Zaczęły być nawet wprowadzane do szkół na Łemkowynie. Oczywiście z miejsca spotkały się z
atakiem opcji ukraińskiej. Fakt dopuszczenia ich do użytku szkolnego okrzyknięto jako polską intrygę.
Oczywiście gdy pod naciskiem ukraińskich posłów z Galicji Sejm zlikwidował w 1928 roku
nazewnictwo Rusin, ruski na korzyść Ukrainiec, ukraiński mimo, że istniała nadal poważna grupa,
która nie życzyła sobie takiej nazwy - to już nie była to polska intryga. Fakt, że Polska tolerowała
osadzanie nauczycieli i księży o ukraińskiej orientacji na wcale nie proukraińskiej Łemkowynie w celu
krzewienia tam swoich idei - to też nie była polska intryga. Mam tu na myśli lata dwudzieste
oczywiście. Nachalne narzucanie ukraińskich poglądów narodowych i zmiany w liturgii obrządku
grekokatolickiego spowodowały narastający opór na Łemkowynie i wręcz bunt religijny. Z powodu
nacisku nadgorliwych księży posyłanych na Łemkowynę przez przemyskiego biskupa Łemkowie
zaczęli masowo odstępować od będącej wręcz synonimem ukraińskości unii (niedawno zresztą
zmieniono oficjalnie nazwę cerkwi grekokatolickiej na kościół bizantyjsko-ukraiński). W drugiej
połowie lat dwudziestych nastąpił powrót Łemków do prawosławia. Wśród orientacji ukraińskiej
wywołało to popłoch. Powrót do prawosławia powstrzymało dopiero utworzenie odrębnej, niezależnej
od biskupstwa w Przemyślu i metropolii we Lwowie - Administracji Apostolskiej Łemkowszczyzny podporządkowanej bezpośrednio Rzymowi. Pierwszym Apostolskim Administratorem Łemkowszczyzny
został ks. dr Wasyl Maściuch.
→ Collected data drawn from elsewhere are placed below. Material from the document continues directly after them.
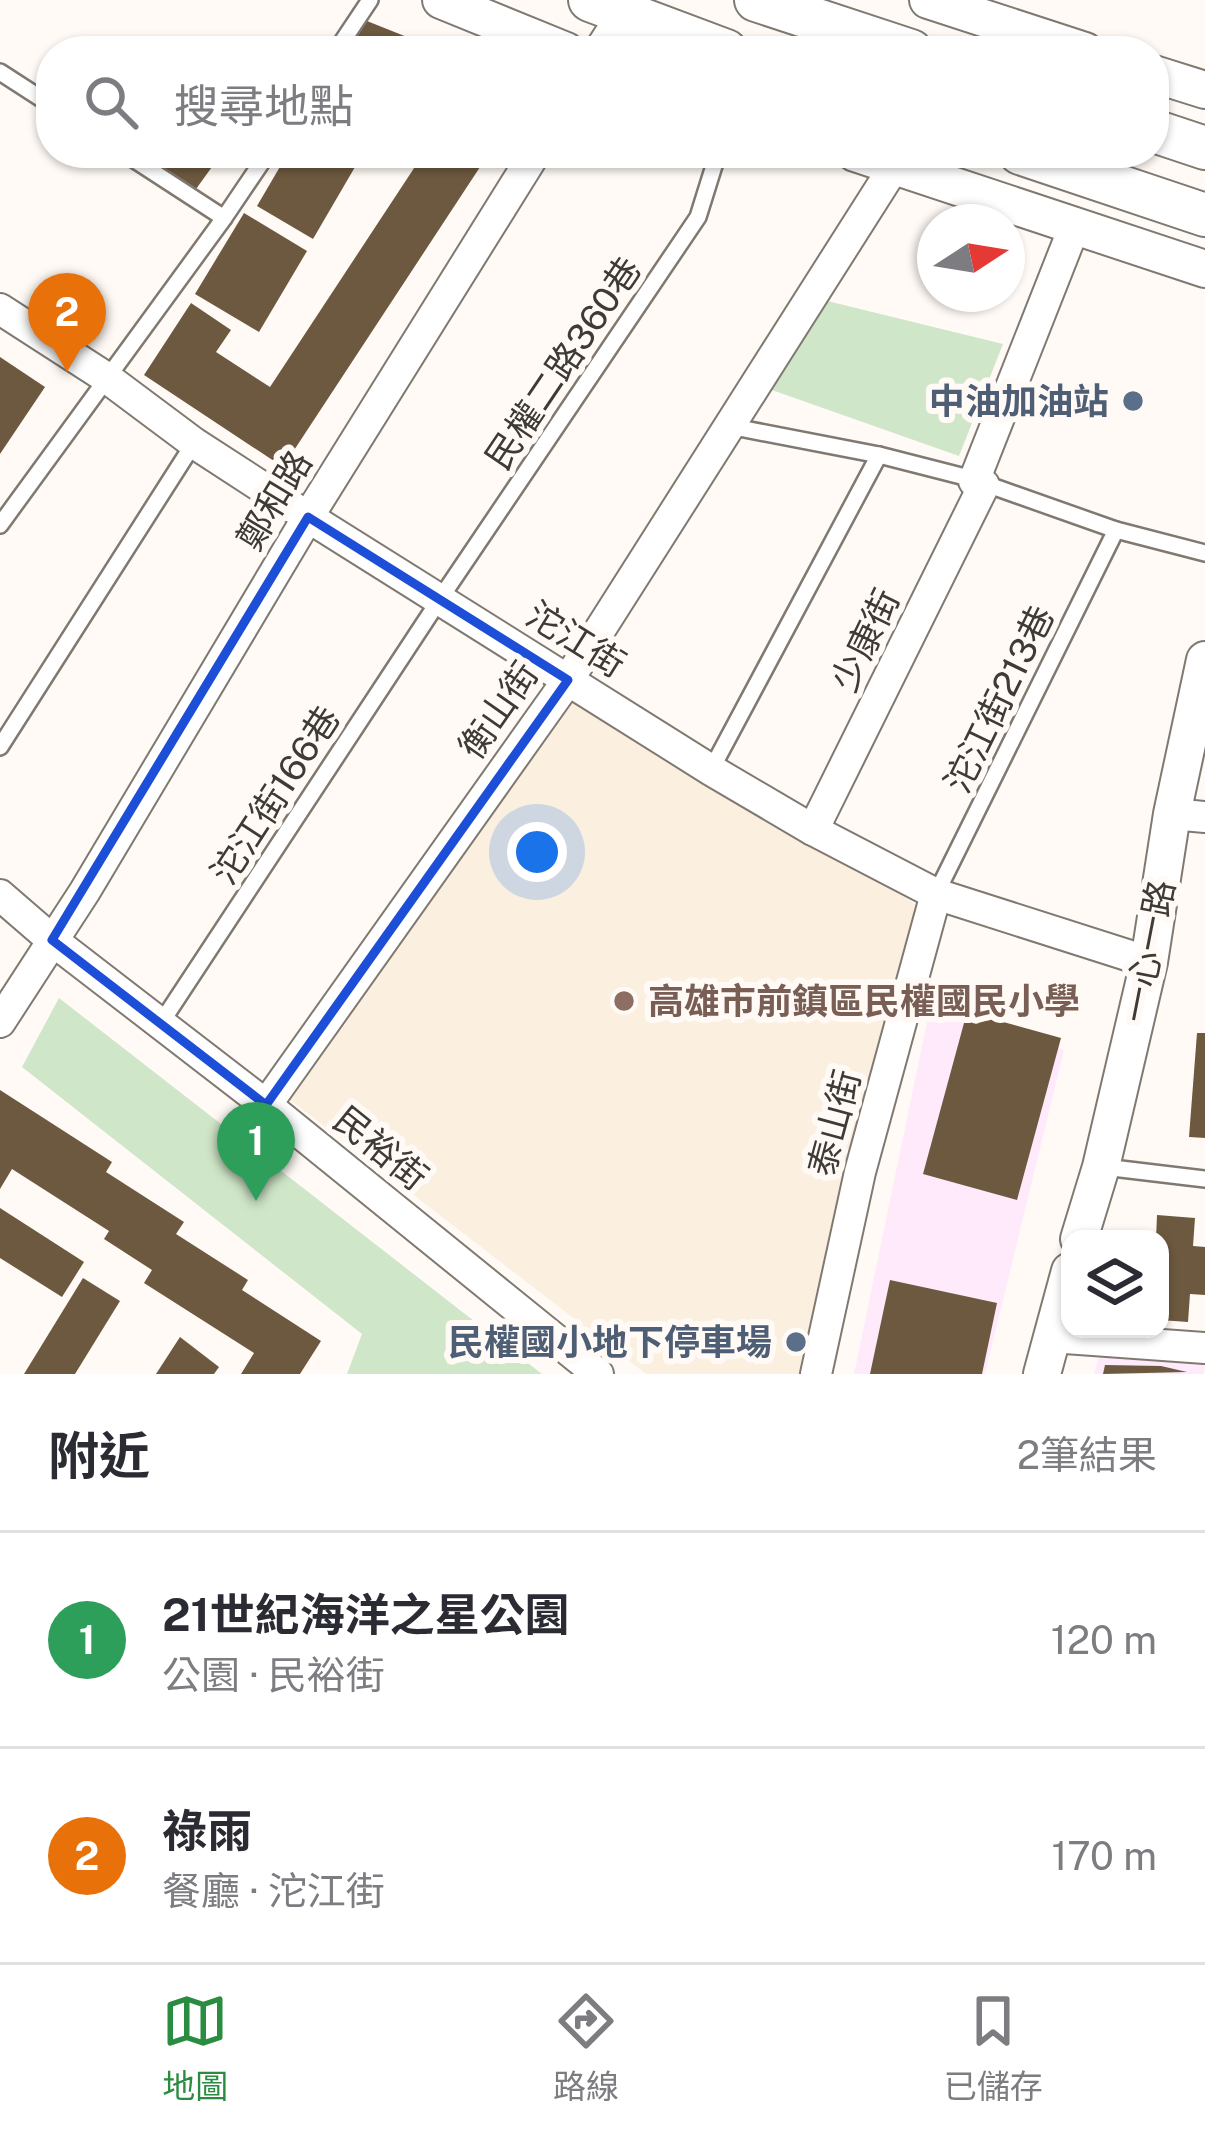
<!DOCTYPE html>
<html lang="zh-TW">
<meta charset="utf-8">
<style>
:root{--surface:#fff;--page:#f2f2f3;--text:#2b2b33;--muted:#7c7c81;--line:#e1e1e2;--accent:#2a8c40}
body{margin:0;font-family:"Public Sans","Noto Sans TC",sans-serif;background:var(--page);color:var(--text)}
.controls{position:absolute;right:36px;bottom:36px;display:grid;overflow:hidden;border-radius:24px;box-shadow:0 3px 9px #0004}
.controls button{width:108px;height:108px;display:grid;place-items:center;padding:0;border:0;border-bottom:3px solid var(--line);background:var(--surface);color:var(--text);font:60px sans-serif}
.compass{position:absolute;left:917px;top:204px;width:108px;height:108px;border-radius:50%;background:var(--surface);box-shadow:0 3px 9px #0004;rotate:78deg}
.you{position:absolute;left:537px;top:852px;width:42px;height:42px;margin:-30px;border:9px solid #fff;border-radius:50%;background:#1a73e8;box-shadow:0 0 0 18px #1a73e833}
.badge{display:grid;place-items:center;width:78px;height:78px;border-radius:50%;background:var(--accent);color:#fff;font-size:39px;font-weight:700}
.pin{position:absolute;translate:-50% -99px;filter:drop-shadow(0 3px 6px #0008)}
.pin::after{content:'';position:absolute;top:63px;width:42px;height:36px;background:inherit;clip-path:polygon(0 0,100% 0,50% 100%)}
.list{margin:0;padding:0;list-style:none}
h2{display:flex;justify-content:space-between;align-items:center;height:156px;margin:0;padding:0 48px;font-size:51px}
h2 small{font-size:39px;font-weight:400;color:var(--muted)}
.list li{display:grid;grid-template-columns:78px 1fr auto;gap:36px;align-items:center;box-sizing:border-box;height:216px;padding:0 48px;border-top:3px solid var(--line)}
.list b{display:block;font-size:45px;white-space:nowrap}
.list p{margin:0;font-size:39px;white-space:nowrap;color:var(--muted)}
.list em{font-size:39px;font-style:normal;color:var(--muted)}
.icon{flex:none;width:66px;height:66px;fill:none;stroke:currentColor;stroke-width:2;stroke-linecap:round;stroke-linejoin:round}
.map{position:relative;flex:none;width:1205px;height:1374px;overflow:hidden}
.search{position:absolute;background:var(--surface);box-shadow:0 3px 9px #0004;left:36px;right:36px;top:36px;height:132px;display:flex;align-items:center;gap:30px;box-sizing:border-box;padding:0 42px;border-radius:48px;color:var(--muted);font-size:45px}
.sheet{height:588px;background:var(--surface)}
nav{display:flex;justify-content:space-around;align-items:center;box-sizing:border-box;height:168px;border-top:3px solid var(--line);background:var(--surface);font-size:33px;color:var(--muted)}
nav a{display:grid;justify-items:center;gap:6px}
nav .on{color:var(--accent)}
.map>svg:first-child{display:block}
</style>
<div class="map">
<svg width="1205" height="1374" viewBox="0 0 1205 1374">
<rect width="100%" height="100%" fill="#fffaf5"/>
<!-- commercial -->
<g fill="#feeafa">
<polygon points="931,1003 1064,1050 985,1374 854,1374"/>
<polygon points="1100,1353 1205,1357 1204,1374 1094,1374"/>
</g>
<!-- built -->
<polygon fill="#fbefe0" points="570,698 840,855 918,906 804,1374 646,1374 285,1096"/>
<!-- green -->
<g fill="#cfe6c8">
<polygon points="815,298 1003,344 959,456 758,385"/>
<polygon points="59,998 542,1374 347,1374 362,1334 22,1067"/>
</g>
<!-- building -->
<g fill="#6d593f">
<polygon points="362,19 442,51 342,51"/>
<polygon points="132,153 222,153 191,196"/>
<polygon points="288,153 362,155 313,239 257,206"/>
<polygon points="424,153 465,153 482,164 283,467 144,375 191,303 231,330 216,352 270,387"/>
<polygon points="244,213 307,251 259,332 195,294"/>
<polygon points="0,357 45,387 0,454"/>
<polygon points="967,1012 1061,1038 1017,1200 923,1174"/>
<polygon points="1197,1033 1205,1033 1205,1138 1189,1137"/>
<polygon points="0,1090 112,1162 106,1172 184,1222 176,1234 248,1280 242,1290 321,1341 300,1374 241,1374 254,1353 144,1283 152,1270 104,1239 109,1231 12,1169 0,1189"/>
<polygon points="0,1208 84,1262 62,1297 0,1258"/>
<polygon points="1157,1215 1195,1218 1193,1246 1205,1247 1205,1295 1190,1294 1188,1322 1160,1320 1160,1239 1156,1239"/>
<polygon points="83,1278 120,1301 75,1374 24,1374"/>
<polygon points="890,1280 997,1303 982,1374 870,1374"/>
<polygon points="180,1337 219,1367 214,1374 156,1374"/>
<polygon points="1105,1365 1161,1366 1187,1372 1103,1374"/>
</g>
<g fill="none" stroke-linecap="round" stroke-linejoin="round">
<!-- service casing -->
<g stroke="#807971" stroke-width="20">
<g id="service">
<polyline points="336,51 370,0"/>
<polyline points="0,72 51,105"/>
<polyline points="124,153 224,218"/>
<polyline points="729,426 879,455 969,478 1116,530 1205,553"/>
<polyline points="0,525 224,218 268,153"/>
<polyline points="0,747 194,443"/>
<polyline points="711,770 879,455"/>
<polyline points="936,894 1116,530"/>
<polyline points="161,1023 440,599 698,217 718,153"/>
<polyline points="1104,1167 1205,1179"/>
</g>
</g>
<!-- minor casing -->
<g stroke="#807971" stroke-width="34">
<g id="minor">
<polyline points="599,51 632,0"/>
<polyline points="0,309 107,378 194,443 308,517 711,770 813,830 936,894 1149,962"/>
<polyline points="974,481 1075,225"/>
<polyline points="1172,814 1205,817"/>
<polyline points="813,830 984,485"/>
<polyline points="0,895 52,940 266,1105 598,1374"/>
<polyline points="0,1022 85,891 308,517 535,153"/>
<polyline points="266,1105 568,680 894,167"/>
<polyline points="1051,1337 1205,1348"/>
<polyline points="816,1374 860,1172 936,894"/>
</g>
</g>
<!-- tertiary casing -->
<g stroke="#807971" stroke-width="40">
<g id="tertiary">
<polyline points="441,0 566,51"/>
<polyline points="928,0 1085,51"/>
<polyline points="1154,74 1205,90"/>
<polyline points="855,153 1205,269"/>
<polyline points="1079,1239 1101,1167 1149,962 1172,814 1205,660"/>
<polyline points="1042,1374 1070,1271"/>
</g>
</g>
<!-- secondary casing -->
<g stroke="#807971" stroke-width="46">
<g id="secondary">
<polyline points="590,0 726,51"/>
<polyline points="756,0 911,51"/>
<polyline points="1154,131 1205,148"/>
<polyline points="1020,153 1205,215"/>
</g>
</g>
<!-- service -->
<use href="#service" stroke="#fff" stroke-width="15"/>
<!-- minor -->
<use href="#minor" stroke="#fff" stroke-width="30"/>
<!-- tertiary -->
<use href="#tertiary" stroke="#fff" stroke-width="36"/>
<!-- secondary -->
<use href="#secondary" stroke="#fff" stroke-width="42"/>
</g>
<!-- marked area -->
<path fill="none" stroke="#1d4ed8" stroke-width="9" stroke-linejoin="round" d="M308,517L568,680L266,1105L52,940Z"/>
<!-- markers -->
<g fill="#5c6f8a" stroke="#fffaf5" stroke-width="4.5">
<circle cx="1133" cy="401" r="12"/>
<circle cx="796" cy="1342" r="12"/>
</g>
<circle fill="#8d6e63" stroke="#fffaf5" stroke-width="4.5" cx="624" cy="1001" r="12"/>
<g text-anchor="middle" stroke-width="12" stroke-linejoin="round" paint-order="stroke">
<!-- street labels -->
<g font-size="36" fill="#3e3b37" stroke="#fffaf5">
<text transform="translate(563 363) rotate(-56)" y="13">民權二路360巷</text>
<text transform="translate(274 500) rotate(-59)" y="13">鄭和路</text>
<text transform="translate(576 639) rotate(32)" y="13">沱江街</text>
<text transform="translate(865 640) rotate(-64)" y="13">少康街</text>
<text transform="translate(999 699) rotate(-64)" y="13">沱江街213巷</text>
<text transform="translate(498 710) rotate(-55)" y="13">衡山街</text>
<text transform="translate(275 795) rotate(-57)" y="13">沱江街166巷</text>
<text transform="translate(1148 951) rotate(-79)" y="13">一心一路</text>
<text transform="translate(834 1123) rotate(-75)" y="13">泰山街</text>
<text transform="translate(381 1148) rotate(39)" y="13">民裕街</text>
</g>
<!-- service labels -->
<g font-size="36" font-weight="bold" fill="#4e5e75" stroke="#fffaf5" text-anchor="end">
<text x="1109" y="414">中油加油站</text>
<text x="772" y="1355">民權國小地下停車場</text>
</g>
<!-- education labels -->
<g font-size="36" font-weight="bold" fill="#785e54" stroke="#fffaf5" text-anchor="start">
<text x="648" y="1014">高雄市前鎮區民權國民小學</text>
</g>
</g>
</svg>
<div class="controls">
<button><svg class="icon" aria-label="layers" viewBox="0 0 24 24"><path d="M12 4l9 5-9 5-9-5zM3 14l9 5 9-5"/></svg></button>
</div>
<svg class="compass" viewBox="-18 -18 36 36"><path d="M0-13l5 13h-10z" fill="#e53935"/><path d="M0 13l5-13h-10z" fill="#7c7c81"/></svg>
<div class="you"></div>
<div class="pin badge" style="left:256px;top:1201px;background:#2e9e5b">1</div>
<div class="pin badge" style="left:67px;top:372px;background:#e8710a">2</div>
<div class="search"><svg class="icon" aria-label="search" viewBox="0 0 24 24"><circle cx="10" cy="10" r="6"/><path d="M15 15l6 6"/></svg>搜尋地點</div>
</div>
<section class="sheet">
<h2>附近<small>2筆結果</small></h2>
<ul class="list">
<li><span class="badge" style="background:#2e9e5b">1</span><div><b>21世紀海洋之星公園</b><p>公園 · 民裕街</p></div><em>120 m</em></li>
<li><span class="badge" style="background:#e8710a">2</span><div><b>祿雨</b><p>餐廳 · 沱江街</p></div><em>170 m</em></li>
</ul>
</section>
<nav>
<a class="on"><svg class="icon" aria-label="map" viewBox="0 0 24 24"><path d="M3 6l6-2 6 2 6-2v14l-6 2-6-2-6 2zM9 4v14M15 6v14"/></svg>地圖</a>
<a><svg class="icon" aria-label="directions" viewBox="0 0 24 24"><path d="M12 3l9 9-9 9-9-9zM9 14v-3h6M13 9l2 2-2 2"/></svg>路線</a>
<a><svg class="icon" aria-label="saved" viewBox="0 0 24 24"><path d="M7 4h10v16l-5-4-5 4z"/></svg>已儲存</a>
</nav>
Nie przyjął on ukraińskiej orientacji narodowej, wstrzymał ukrainizację
w cerkwiach i przechodzenie na Prawosławie natychmiast ustało, co idealnie wskazuje na jego
przyczynę. Charakterystyczny jest list ks. Maściucha do kardynała Hlonda z 15.04.1935, w którym
wyraża on podziękowanie Jego Eminencji za „życzliwe zajęcie się losami Łemków przed Stolicą
Apostolską. Dzisiaj jest już pewne, że cała Łemkowszczyzna przepadłaby dla Kościoła Katolickiego
gdyby Wasza Eminencja nie był raczył przyłożyć rąk do tej całej sprawy”. Widać z tego dość dobrze
nastawienie Łemków na CAŁEJ ŁEMKOWSZCZYŹNIE! W tym mniej więcej czasie nastąpiło też
nasilenie polonizacji na całych kresach wschodnich i oczywiście na Łemkowynie. Objawiło się to
najbardziej w szkolnictwie. Łemkowskich nauczycieli posyłano na polskie wsie, a do szkół
łemkowskich przysyłano Polaków. Oczywiście nie wywołało to sympatycznych reakcji wśród Łemków,
jednakże drastycznych jakichś akcji polonizacyjnych jak na Ukrainie nie było. W przededniu wojny
Łemkowie w przeważającej części wciąż uważali się za Rusinów, lub w naszej wersji językowej Rusnaków. Ukraińcy bardzo powoli zdobywali na Łemkowynie teren.
Związek Radziecki okazał się tyranem i więzieniem narodów a strażnikami byli tam głównie
Rosjanie. To powoli przenikało do świadomości ludu, ale zbyt powoli.